L'arrêt de la production à Aulnay est la première fermeture d'une usine automobile en France depuis celle de Renault à Boulogne-Billancourt près de Paris en 1992. En 1997, Renault avait aussi marqué les esprits en annonçant la fermeture de son usine de Vilvorde, en Belgique (3100 salariés), entraînant un des conflits sociaux les plus médiatisés.

Le gouvernement socialiste accuse l'ancien président de droite Nicolas Sarkozy, battu par François Hollande le 6 mai, d'avoir demandé aux entreprises de retarder leurs plans sociaux le temps de la campagne électorale.

Philippe Varin, le patron de PSA, a dit «mesurer pleinement la gravité des annonces» ainsi que le choc et l'émotion qu'elles provoquent.

Mais selon lui, ces mesures se justifient par «l'ampleur et le caractère durable de la crise qui affecte notre activité en Europe». Le constructeur, pâtit de sa forte présence sur le créneau des petits modèles, comme la Citroën C3 assemblée à Aulnay, pas assez compétitifs sur le marché mondial.

«Personne ne sera laissé au bord du chemin», a-t-il promis aux salariés, tout en rejetant l'idée d'un prêt ou d'une entrée de l'État au capital de l'entreprise.

M. Ayrault a souligné «l'ampleur sans précédent» du plan de PSA et a demandé à la direction du groupe de mener «sans délai» une «concertation».

Il a chargé Arnaud Montebourg de présenter le 25 juillet un plan de soutien à la filière automobile qui, selon certaines estimations, représente 10% de l'emploi dans le pays.
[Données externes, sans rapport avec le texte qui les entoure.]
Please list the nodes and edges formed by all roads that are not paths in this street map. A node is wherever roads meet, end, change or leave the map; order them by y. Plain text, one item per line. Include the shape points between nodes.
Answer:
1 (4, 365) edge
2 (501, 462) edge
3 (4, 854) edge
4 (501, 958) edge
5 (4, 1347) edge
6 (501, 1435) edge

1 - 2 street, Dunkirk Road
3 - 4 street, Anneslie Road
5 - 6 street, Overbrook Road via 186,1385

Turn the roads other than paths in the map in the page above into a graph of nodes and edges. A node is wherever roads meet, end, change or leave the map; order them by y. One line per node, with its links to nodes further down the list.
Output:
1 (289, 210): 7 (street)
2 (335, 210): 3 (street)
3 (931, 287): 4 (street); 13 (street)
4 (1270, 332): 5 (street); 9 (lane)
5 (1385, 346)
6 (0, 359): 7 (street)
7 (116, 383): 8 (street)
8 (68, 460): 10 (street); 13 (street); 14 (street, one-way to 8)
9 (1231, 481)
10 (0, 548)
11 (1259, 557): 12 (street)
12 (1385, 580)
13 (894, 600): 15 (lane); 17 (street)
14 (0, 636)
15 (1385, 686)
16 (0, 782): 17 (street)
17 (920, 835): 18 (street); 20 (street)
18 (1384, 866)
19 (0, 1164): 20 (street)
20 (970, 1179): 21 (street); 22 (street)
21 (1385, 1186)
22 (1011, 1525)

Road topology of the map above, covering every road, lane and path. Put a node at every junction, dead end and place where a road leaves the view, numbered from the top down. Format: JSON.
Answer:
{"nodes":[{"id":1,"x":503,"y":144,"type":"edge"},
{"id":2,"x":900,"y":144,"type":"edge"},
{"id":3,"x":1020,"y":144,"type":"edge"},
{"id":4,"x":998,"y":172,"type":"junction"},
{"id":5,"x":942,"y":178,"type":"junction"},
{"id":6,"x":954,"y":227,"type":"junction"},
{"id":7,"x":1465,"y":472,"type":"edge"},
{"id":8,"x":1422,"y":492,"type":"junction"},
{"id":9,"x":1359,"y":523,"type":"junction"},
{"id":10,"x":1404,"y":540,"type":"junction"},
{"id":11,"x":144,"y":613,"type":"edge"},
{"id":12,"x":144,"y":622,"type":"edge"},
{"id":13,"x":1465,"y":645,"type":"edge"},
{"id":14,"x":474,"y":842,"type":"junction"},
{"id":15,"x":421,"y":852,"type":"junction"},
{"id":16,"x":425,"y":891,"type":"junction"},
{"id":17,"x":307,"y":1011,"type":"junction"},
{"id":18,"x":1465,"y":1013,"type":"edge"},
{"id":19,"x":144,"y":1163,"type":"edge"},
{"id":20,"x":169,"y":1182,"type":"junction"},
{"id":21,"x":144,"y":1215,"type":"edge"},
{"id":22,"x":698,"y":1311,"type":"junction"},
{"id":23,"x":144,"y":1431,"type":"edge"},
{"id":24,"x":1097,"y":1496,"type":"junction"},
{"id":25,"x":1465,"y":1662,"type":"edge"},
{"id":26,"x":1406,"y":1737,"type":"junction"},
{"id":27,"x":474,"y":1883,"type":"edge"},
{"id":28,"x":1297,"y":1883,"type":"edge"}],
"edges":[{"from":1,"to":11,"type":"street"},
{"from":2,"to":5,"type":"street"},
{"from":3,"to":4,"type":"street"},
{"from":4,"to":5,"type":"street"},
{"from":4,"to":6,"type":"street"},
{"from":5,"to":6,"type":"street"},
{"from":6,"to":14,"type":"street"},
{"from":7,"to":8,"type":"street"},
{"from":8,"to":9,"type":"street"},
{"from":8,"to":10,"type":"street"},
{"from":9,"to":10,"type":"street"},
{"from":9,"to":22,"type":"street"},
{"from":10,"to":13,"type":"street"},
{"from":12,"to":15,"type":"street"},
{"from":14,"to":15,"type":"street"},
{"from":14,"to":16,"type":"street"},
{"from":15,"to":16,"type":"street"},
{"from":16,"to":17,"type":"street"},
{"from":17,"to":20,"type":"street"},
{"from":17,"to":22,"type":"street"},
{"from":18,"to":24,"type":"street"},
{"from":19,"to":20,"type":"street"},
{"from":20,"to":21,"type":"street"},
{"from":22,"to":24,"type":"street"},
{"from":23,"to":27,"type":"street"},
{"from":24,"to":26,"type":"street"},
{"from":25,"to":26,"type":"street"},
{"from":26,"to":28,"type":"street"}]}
Alors que la désindustrialisation de la France s'est imposée comme l'un des thèmes majeurs du débat politique (400 000 emplois supprimés dans les secteurs manufacturiers au cours des 5 dernières années), le gouvernement a placé la question de la compétitivité des entreprises françaises au coeur de ses préoccupations.

Le premier ministre a aussi commencé à lever le tabou du coût du travail en évoquant la possibilité de baisser les charges sociales sur les salaires au profit d'une hausse d'une contribution fiscale assise sur l'ensemble des revenus.

Mais Jean-François Copé, le chef de l'UMP, a affirmé que le gouvernement va «à l'inverse» de l'objectif du soutien de la compétitivité, soulignant qu'il fallait en urgence donner «plus de souplesse dans le marché du travail».